Task item
The data follows. Retype every entry exactly.

Provided records
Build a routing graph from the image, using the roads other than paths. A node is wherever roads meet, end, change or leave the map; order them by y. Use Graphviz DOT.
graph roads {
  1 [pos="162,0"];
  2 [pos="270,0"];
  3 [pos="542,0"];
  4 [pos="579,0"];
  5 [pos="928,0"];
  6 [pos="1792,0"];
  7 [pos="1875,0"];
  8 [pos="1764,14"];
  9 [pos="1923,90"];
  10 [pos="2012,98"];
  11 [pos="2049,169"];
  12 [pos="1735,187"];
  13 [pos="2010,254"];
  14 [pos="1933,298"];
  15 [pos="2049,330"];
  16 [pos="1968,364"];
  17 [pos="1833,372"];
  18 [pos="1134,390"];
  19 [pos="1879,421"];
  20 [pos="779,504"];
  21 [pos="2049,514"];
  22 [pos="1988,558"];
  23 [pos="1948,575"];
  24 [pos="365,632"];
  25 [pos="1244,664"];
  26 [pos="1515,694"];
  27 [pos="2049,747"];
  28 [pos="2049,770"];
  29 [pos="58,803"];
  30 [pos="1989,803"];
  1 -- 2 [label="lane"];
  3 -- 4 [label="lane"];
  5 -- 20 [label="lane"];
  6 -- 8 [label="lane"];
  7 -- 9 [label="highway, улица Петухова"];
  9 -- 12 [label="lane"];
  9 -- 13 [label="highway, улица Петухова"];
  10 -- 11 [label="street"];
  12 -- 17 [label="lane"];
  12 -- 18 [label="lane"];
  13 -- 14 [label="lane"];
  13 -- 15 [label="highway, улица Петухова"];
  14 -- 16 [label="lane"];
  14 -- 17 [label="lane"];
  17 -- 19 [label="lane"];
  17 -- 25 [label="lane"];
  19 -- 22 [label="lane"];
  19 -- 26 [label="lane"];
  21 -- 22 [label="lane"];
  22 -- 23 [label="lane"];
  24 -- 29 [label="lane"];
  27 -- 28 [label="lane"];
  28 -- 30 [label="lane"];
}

Written response
Build a routing graph from the image, using the roads other than paths. A node is wherever roads meet, end, change or leave the map; order them by y. Use Graphviz DOT.
graph roads {
  1 [pos="162,0"];
  2 [pos="270,0"];
  3 [pos="542,0"];
  4 [pos="579,0"];
  5 [pos="928,0"];
  6 [pos="1792,0"];
  7 [pos="1875,0"];
  8 [pos="1764,14"];
  9 [pos="1923,90"];
  10 [pos="2012,98"];
  11 [pos="2049,169"];
  12 [pos="1735,187"];
  13 [pos="2010,254"];
  14 [pos="1933,298"];
  15 [pos="2049,330"];
  16 [pos="1968,364"];
  17 [pos="1833,372"];
  18 [pos="1134,390"];
  19 [pos="1879,421"];
  20 [pos="779,504"];
  21 [pos="2049,514"];
  22 [pos="1988,558"];
  23 [pos="1948,575"];
  24 [pos="365,632"];
  25 [pos="1244,664"];
  26 [pos="1515,694"];
  27 [pos="2049,747"];
  28 [pos="2049,770"];
  29 [pos="58,803"];
  30 [pos="1989,803"];
  1 -- 2 [label="lane"];
  3 -- 4 [label="lane"];
  5 -- 20 [label="lane"];
  6 -- 8 [label="lane"];
  7 -- 9 [label="highway, улица Петухова"];
  9 -- 12 [label="lane"];
  9 -- 13 [label="highway, улица Петухова"];
  10 -- 11 [label="street"];
  12 -- 17 [label="lane"];
  12 -- 18 [label="lane"];
  13 -- 14 [label="lane"];
  13 -- 15 [label="highway, улица Петухова"];
  14 -- 16 [label="lane"];
  14 -- 17 [label="lane"];
  17 -- 19 [label="lane"];
  17 -- 25 [label="lane"];
  19 -- 22 [label="lane"];
  19 -- 26 [label="lane"];
  21 -- 22 [label="lane"];
  22 -- 23 [label="lane"];
  24 -- 29 [label="lane"];
  27 -- 28 [label="lane"];
  28 -- 30 [label="lane"];
}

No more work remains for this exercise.